Il ressort des pièces versées aux débats que A... Z... est arrivée de Centrafrique en France au début des années 2000, qu'elle a été confiée à l'Aide Sociale à l'Enfance le 15 mars 2005, qu'elle l'était toujours et donc depuis plus de trois ans à la date de sa déclaration aux fins d'acquisition de la nationalité française, le 18 juin 2008, et résidait alors en France.

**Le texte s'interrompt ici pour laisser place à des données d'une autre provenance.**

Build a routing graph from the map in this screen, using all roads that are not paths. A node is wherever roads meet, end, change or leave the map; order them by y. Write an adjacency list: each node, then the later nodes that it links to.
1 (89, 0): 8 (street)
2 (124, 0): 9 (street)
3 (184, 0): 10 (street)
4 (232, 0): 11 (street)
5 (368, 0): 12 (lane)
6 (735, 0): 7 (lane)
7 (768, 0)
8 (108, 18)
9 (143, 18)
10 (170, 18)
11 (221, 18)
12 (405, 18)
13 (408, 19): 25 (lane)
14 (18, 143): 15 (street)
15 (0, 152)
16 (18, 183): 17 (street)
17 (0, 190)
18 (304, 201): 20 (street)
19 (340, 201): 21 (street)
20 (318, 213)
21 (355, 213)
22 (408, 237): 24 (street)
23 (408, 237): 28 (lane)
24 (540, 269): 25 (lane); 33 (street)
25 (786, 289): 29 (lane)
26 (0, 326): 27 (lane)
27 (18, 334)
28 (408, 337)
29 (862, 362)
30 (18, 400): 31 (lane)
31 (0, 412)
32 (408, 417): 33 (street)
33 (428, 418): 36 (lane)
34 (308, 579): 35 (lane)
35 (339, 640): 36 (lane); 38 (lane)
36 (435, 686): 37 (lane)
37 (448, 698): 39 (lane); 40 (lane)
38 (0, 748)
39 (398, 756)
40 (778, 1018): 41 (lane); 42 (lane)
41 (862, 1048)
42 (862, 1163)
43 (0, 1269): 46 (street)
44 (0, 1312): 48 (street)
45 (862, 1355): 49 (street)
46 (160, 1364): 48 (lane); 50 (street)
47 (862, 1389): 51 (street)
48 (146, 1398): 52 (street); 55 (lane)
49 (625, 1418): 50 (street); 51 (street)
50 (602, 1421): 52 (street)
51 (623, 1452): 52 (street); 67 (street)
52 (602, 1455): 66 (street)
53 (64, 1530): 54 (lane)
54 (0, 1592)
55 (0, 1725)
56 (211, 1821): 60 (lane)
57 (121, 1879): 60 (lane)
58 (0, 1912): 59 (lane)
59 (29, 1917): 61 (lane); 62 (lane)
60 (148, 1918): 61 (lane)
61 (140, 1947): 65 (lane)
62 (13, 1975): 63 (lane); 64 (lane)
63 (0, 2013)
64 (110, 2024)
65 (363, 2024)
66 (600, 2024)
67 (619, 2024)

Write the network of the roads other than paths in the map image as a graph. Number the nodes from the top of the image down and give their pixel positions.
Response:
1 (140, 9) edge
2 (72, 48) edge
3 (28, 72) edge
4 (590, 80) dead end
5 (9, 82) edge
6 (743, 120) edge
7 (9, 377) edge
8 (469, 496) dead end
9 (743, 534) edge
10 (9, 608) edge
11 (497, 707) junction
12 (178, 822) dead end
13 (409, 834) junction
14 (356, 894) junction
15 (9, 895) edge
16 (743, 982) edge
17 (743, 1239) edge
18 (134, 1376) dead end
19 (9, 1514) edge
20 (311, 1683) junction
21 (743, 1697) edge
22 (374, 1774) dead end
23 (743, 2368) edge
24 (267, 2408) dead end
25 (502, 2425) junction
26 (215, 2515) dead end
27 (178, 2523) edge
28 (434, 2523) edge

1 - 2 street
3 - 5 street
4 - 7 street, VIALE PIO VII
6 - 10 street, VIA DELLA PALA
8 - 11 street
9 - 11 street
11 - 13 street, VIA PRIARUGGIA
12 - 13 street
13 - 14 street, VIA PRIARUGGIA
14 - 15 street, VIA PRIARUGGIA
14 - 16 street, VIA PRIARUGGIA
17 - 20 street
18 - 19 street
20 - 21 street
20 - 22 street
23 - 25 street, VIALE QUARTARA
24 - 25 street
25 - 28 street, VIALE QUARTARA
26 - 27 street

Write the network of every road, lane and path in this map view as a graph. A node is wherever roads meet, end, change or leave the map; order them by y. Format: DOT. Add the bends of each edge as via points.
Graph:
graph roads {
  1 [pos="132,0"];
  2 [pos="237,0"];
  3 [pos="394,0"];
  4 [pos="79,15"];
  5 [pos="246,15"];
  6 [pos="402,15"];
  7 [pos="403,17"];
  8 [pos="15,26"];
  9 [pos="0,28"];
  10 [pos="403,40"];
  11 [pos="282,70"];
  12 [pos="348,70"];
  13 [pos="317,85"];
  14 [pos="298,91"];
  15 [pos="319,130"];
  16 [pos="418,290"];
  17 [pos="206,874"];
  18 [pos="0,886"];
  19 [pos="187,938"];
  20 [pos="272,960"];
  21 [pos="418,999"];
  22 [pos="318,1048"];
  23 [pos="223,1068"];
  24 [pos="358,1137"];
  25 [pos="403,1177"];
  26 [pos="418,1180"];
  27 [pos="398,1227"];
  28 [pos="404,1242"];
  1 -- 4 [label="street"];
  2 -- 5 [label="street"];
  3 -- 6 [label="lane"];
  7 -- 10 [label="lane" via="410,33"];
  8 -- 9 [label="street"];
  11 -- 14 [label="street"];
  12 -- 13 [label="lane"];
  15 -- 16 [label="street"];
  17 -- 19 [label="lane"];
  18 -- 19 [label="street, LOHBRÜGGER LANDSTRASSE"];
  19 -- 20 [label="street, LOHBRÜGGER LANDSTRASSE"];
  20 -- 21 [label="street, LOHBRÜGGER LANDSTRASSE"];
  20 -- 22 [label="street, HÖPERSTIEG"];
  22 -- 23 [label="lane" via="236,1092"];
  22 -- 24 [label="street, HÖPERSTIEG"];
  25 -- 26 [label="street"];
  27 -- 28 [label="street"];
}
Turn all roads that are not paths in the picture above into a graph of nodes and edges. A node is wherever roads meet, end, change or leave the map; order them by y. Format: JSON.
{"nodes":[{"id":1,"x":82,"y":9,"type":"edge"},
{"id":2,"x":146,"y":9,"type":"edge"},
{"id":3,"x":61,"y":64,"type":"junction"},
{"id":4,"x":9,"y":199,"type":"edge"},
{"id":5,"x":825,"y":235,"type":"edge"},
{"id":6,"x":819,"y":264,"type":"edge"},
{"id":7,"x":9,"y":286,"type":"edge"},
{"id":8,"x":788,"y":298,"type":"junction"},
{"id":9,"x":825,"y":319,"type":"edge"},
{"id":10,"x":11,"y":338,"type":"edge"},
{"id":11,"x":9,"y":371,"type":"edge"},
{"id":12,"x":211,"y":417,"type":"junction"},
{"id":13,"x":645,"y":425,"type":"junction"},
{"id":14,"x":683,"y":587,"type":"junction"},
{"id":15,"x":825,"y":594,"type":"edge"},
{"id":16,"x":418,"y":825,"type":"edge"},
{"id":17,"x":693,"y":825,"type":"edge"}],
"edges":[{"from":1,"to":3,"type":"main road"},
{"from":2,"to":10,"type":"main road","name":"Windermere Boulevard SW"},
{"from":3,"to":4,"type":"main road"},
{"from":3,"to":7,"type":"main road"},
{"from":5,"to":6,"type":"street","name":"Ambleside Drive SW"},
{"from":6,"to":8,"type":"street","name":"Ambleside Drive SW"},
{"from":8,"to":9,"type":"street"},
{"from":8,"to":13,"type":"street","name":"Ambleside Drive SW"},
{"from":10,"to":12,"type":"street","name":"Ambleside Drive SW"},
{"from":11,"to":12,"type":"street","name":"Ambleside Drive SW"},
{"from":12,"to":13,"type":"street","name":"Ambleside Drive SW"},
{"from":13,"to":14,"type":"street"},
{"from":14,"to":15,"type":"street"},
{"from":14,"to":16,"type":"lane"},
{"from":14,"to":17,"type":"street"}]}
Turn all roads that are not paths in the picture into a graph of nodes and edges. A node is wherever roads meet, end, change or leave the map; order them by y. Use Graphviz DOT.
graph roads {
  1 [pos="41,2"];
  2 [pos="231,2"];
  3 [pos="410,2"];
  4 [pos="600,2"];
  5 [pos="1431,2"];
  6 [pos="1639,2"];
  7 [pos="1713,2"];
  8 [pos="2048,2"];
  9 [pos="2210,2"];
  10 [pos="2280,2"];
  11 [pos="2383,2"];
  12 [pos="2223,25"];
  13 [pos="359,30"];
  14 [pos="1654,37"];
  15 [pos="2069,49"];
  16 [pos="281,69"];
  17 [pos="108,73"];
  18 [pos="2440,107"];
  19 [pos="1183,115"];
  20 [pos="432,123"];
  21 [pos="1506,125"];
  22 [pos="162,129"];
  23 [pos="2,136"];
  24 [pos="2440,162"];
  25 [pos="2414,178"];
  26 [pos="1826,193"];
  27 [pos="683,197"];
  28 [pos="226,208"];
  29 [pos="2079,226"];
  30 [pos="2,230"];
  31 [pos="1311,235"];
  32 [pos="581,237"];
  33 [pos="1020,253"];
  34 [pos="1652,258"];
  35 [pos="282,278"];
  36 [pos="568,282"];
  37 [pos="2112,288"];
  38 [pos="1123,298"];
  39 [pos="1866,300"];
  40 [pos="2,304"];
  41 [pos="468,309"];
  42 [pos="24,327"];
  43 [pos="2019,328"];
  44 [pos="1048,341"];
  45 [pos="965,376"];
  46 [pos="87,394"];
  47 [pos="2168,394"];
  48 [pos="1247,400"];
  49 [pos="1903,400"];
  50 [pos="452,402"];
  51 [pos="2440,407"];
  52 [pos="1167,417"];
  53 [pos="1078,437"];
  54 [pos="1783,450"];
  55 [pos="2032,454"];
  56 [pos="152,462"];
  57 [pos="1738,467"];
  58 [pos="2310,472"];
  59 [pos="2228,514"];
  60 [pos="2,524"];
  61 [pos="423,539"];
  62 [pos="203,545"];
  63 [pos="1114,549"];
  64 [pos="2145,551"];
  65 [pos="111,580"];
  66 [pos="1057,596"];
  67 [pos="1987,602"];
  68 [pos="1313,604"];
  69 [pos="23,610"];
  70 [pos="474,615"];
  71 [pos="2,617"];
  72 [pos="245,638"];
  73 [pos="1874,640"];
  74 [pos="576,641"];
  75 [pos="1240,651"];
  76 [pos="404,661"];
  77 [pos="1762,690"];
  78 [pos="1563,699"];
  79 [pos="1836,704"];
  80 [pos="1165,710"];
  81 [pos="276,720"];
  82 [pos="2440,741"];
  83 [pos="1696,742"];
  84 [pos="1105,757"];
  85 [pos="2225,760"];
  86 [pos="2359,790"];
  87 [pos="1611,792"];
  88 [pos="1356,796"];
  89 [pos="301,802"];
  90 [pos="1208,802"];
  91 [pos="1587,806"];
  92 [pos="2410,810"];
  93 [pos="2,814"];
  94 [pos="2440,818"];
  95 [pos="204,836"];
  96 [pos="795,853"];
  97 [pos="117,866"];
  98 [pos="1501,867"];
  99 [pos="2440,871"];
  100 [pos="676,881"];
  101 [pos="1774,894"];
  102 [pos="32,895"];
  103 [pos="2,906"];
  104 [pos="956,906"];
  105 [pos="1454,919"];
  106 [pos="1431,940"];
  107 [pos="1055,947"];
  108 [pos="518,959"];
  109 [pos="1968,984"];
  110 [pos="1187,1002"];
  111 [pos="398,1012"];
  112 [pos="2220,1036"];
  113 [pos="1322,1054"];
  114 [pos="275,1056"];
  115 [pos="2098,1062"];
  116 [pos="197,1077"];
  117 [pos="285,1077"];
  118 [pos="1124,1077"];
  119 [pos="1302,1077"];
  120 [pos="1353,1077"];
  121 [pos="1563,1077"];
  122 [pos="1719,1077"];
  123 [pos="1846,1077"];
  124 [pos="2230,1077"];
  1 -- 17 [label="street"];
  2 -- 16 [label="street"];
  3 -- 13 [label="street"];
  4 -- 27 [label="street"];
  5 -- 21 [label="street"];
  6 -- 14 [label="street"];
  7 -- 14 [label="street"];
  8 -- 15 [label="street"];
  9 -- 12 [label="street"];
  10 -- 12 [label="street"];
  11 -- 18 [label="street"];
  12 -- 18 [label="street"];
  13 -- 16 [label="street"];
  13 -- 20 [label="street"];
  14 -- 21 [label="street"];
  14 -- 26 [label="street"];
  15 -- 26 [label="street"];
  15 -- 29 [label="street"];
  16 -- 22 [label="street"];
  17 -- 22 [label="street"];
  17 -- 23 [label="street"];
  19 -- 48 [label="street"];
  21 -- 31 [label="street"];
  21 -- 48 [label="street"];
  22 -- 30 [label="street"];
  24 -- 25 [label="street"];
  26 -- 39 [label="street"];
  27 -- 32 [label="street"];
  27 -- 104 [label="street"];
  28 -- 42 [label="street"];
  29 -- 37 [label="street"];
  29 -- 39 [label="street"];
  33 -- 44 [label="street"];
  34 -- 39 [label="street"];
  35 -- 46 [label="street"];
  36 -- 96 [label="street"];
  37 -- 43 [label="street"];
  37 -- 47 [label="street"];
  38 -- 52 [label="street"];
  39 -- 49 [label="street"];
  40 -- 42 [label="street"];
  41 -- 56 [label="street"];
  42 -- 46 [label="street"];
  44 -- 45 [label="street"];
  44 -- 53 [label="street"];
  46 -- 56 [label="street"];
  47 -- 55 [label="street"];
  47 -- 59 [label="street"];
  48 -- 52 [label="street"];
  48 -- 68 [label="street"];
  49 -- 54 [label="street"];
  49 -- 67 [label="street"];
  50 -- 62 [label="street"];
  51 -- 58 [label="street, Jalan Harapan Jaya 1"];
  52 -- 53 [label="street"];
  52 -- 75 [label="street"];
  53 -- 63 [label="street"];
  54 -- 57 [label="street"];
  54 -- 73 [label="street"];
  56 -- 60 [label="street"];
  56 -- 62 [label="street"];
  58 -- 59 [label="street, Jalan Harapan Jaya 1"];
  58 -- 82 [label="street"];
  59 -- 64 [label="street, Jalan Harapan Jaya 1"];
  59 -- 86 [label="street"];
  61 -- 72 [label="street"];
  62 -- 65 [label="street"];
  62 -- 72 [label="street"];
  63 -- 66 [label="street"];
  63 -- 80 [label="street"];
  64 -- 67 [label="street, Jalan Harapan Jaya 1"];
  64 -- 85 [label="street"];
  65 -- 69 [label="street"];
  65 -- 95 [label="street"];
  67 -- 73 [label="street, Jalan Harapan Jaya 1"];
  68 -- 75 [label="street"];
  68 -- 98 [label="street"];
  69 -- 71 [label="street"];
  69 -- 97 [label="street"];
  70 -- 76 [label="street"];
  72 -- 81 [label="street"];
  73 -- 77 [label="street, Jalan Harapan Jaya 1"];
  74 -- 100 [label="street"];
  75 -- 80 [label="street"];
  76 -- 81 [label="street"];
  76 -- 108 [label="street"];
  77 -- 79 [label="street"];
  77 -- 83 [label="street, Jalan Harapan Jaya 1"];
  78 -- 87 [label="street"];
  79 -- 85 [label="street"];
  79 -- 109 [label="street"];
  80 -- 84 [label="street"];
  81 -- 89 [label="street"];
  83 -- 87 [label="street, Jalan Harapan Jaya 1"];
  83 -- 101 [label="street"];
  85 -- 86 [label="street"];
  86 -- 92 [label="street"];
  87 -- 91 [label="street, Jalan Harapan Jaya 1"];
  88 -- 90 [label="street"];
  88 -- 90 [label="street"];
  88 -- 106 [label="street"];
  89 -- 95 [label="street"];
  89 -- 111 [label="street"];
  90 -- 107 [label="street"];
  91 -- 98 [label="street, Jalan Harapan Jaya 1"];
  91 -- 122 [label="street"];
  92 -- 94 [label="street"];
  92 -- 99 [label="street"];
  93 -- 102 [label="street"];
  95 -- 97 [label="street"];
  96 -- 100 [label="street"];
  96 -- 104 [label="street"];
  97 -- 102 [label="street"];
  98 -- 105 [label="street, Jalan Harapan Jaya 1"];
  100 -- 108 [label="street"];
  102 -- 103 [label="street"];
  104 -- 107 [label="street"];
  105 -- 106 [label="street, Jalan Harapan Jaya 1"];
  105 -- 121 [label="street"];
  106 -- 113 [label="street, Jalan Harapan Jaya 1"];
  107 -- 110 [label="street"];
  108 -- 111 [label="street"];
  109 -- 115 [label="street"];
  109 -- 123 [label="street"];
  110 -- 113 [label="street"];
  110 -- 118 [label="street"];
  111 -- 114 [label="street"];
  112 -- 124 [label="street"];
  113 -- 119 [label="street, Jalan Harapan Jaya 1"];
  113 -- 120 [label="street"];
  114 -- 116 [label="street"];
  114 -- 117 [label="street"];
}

Se disant née le [...], elle apparaissait comme mineure et remplissait donc les conditions requises par l'article 21-12, précité, du code civil pour souscrire une telle déclaration.

Lors du dépôt de sa déclaration de nationalité française, A... Z... a produit une copie d'un acte de naissance 1215, délivrée à Bangui le 26 juin 2008, constatant que A... Flémie Michelle Z... est née le [...] à Bégoua (Bimbo) de M.Thierry Z..., élève, âgé de 23 ans, de nationalité centrafricaine, et de Mme Lydie Solange C..., élève, âgé de 21 ans, de nationalité centrafricaine, qui ont déclaré la reconnaître, la naissance étant déclarée par les parents.

Une demande de levée d'acte présentée à la commune de Bégoua via les autorités consulaires françaises en Centrafrique a révélé, en 2015, que l'acte n° 1215/90 de cette commune concernait une autre personne.

Les premiers juges, relevant que l'intéressée, n'ayant pas constitué avocat, ne fournissait aucune explication au sujet des conditions d'obtention dudit acte, ont considéré que le caractère frauduleux de l'acte produit au soutien de la déclaration acquisitive de nationalité était ainsi suffisamment établi.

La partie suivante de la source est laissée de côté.